Stored data entries
_____
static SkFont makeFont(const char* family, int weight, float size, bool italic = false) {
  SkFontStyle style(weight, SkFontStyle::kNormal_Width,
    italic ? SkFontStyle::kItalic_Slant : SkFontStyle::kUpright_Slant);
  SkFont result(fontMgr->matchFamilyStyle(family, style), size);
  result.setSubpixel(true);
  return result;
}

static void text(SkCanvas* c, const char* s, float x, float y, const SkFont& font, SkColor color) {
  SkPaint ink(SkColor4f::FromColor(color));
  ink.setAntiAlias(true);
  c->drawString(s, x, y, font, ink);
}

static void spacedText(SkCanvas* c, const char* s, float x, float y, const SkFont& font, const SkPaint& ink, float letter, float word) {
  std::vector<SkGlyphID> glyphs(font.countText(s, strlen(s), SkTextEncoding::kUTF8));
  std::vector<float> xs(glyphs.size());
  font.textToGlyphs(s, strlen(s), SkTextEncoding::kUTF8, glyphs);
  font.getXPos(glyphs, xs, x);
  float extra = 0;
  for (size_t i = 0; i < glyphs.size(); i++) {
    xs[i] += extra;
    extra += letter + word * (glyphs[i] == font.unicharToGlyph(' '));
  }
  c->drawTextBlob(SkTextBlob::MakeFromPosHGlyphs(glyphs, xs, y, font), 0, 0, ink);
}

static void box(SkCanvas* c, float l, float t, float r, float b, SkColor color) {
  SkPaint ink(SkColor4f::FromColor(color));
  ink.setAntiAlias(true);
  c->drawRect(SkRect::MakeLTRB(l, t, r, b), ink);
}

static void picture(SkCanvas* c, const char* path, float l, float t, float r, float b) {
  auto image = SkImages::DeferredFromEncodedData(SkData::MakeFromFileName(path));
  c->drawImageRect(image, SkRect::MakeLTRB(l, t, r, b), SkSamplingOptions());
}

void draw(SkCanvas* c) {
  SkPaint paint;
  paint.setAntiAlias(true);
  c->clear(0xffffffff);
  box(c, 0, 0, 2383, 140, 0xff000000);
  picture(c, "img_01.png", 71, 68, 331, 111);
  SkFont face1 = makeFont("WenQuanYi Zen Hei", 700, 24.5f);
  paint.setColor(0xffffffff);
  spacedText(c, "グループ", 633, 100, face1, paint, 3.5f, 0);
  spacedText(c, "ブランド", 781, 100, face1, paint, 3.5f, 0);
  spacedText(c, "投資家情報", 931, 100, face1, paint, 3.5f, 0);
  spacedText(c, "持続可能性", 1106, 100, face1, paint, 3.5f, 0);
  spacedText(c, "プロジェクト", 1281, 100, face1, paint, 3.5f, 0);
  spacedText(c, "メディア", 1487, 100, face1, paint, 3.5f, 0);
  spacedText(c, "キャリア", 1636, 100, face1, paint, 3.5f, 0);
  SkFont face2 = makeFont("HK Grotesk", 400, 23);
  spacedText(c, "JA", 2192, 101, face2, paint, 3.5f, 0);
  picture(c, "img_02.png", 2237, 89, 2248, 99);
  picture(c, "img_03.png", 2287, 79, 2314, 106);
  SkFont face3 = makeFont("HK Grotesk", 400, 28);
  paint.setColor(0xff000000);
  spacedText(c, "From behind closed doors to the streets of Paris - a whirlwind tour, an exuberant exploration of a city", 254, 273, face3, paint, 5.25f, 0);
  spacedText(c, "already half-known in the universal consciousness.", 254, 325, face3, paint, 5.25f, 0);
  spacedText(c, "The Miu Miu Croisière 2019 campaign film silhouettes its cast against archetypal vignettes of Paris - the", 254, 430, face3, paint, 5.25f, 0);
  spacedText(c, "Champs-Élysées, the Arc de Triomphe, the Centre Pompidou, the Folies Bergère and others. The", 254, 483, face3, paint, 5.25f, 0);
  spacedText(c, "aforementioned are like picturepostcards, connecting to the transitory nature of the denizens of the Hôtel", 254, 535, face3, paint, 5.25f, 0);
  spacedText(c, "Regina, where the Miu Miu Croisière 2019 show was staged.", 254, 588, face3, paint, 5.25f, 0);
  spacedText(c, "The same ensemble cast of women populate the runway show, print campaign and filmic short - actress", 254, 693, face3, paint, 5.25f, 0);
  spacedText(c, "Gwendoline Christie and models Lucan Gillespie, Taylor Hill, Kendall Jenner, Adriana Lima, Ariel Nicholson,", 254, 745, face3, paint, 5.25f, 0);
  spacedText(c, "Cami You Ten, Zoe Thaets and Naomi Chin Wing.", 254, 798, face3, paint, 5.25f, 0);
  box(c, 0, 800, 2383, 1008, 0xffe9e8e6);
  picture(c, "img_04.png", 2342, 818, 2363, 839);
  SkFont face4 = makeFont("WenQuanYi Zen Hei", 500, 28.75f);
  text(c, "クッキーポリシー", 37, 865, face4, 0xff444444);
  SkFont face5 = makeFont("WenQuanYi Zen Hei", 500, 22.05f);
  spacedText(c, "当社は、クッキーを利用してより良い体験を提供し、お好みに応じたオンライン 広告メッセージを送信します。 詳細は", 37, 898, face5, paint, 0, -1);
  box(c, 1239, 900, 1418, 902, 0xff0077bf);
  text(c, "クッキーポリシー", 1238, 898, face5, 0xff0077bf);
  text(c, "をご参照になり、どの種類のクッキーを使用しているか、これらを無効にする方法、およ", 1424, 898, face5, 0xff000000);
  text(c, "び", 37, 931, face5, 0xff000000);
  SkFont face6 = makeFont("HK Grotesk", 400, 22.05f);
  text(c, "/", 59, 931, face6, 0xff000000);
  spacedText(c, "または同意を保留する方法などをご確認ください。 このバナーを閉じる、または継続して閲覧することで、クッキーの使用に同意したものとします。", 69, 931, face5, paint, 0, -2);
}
_____
Both end lines included, restate word for word the lines above from the line with "font.textToGlyphs(s, strlen(s), SkTextEncoding::kUTF8, glyphs);" to the line with "paint.setAntiAlias(true);", and nothing else.

EXERCISE RESULT ::
  font.textToGlyphs(s, strlen(s), SkTextEncoding::kUTF8, glyphs);
  font.getXPos(glyphs, xs, x);
  float extra = 0;
  for (size_t i = 0; i < glyphs.size(); i++) {
    xs[i] += extra;
    extra += letter + word * (glyphs[i] == font.unicharToGlyph(' '));
  }
  c->drawTextBlob(SkTextBlob::MakeFromPosHGlyphs(glyphs, xs, y, font), 0, 0, ink);
}

static void box(SkCanvas* c, float l, float t, float r, float b, SkColor color) {
  SkPaint ink(SkColor4f::FromColor(color));
  ink.setAntiAlias(true);
  c->drawRect(SkRect::MakeLTRB(l, t, r, b), ink);
}

static void picture(SkCanvas* c, const char* path, float l, float t, float r, float b) {
  auto image = SkImages::DeferredFromEncodedData(SkData::MakeFromFileName(path));
  c->drawImageRect(image, SkRect::MakeLTRB(l, t, r, b), SkSamplingOptions());
}

void draw(SkCanvas* c) {
  SkPaint paint;
  paint.setAntiAlias(true);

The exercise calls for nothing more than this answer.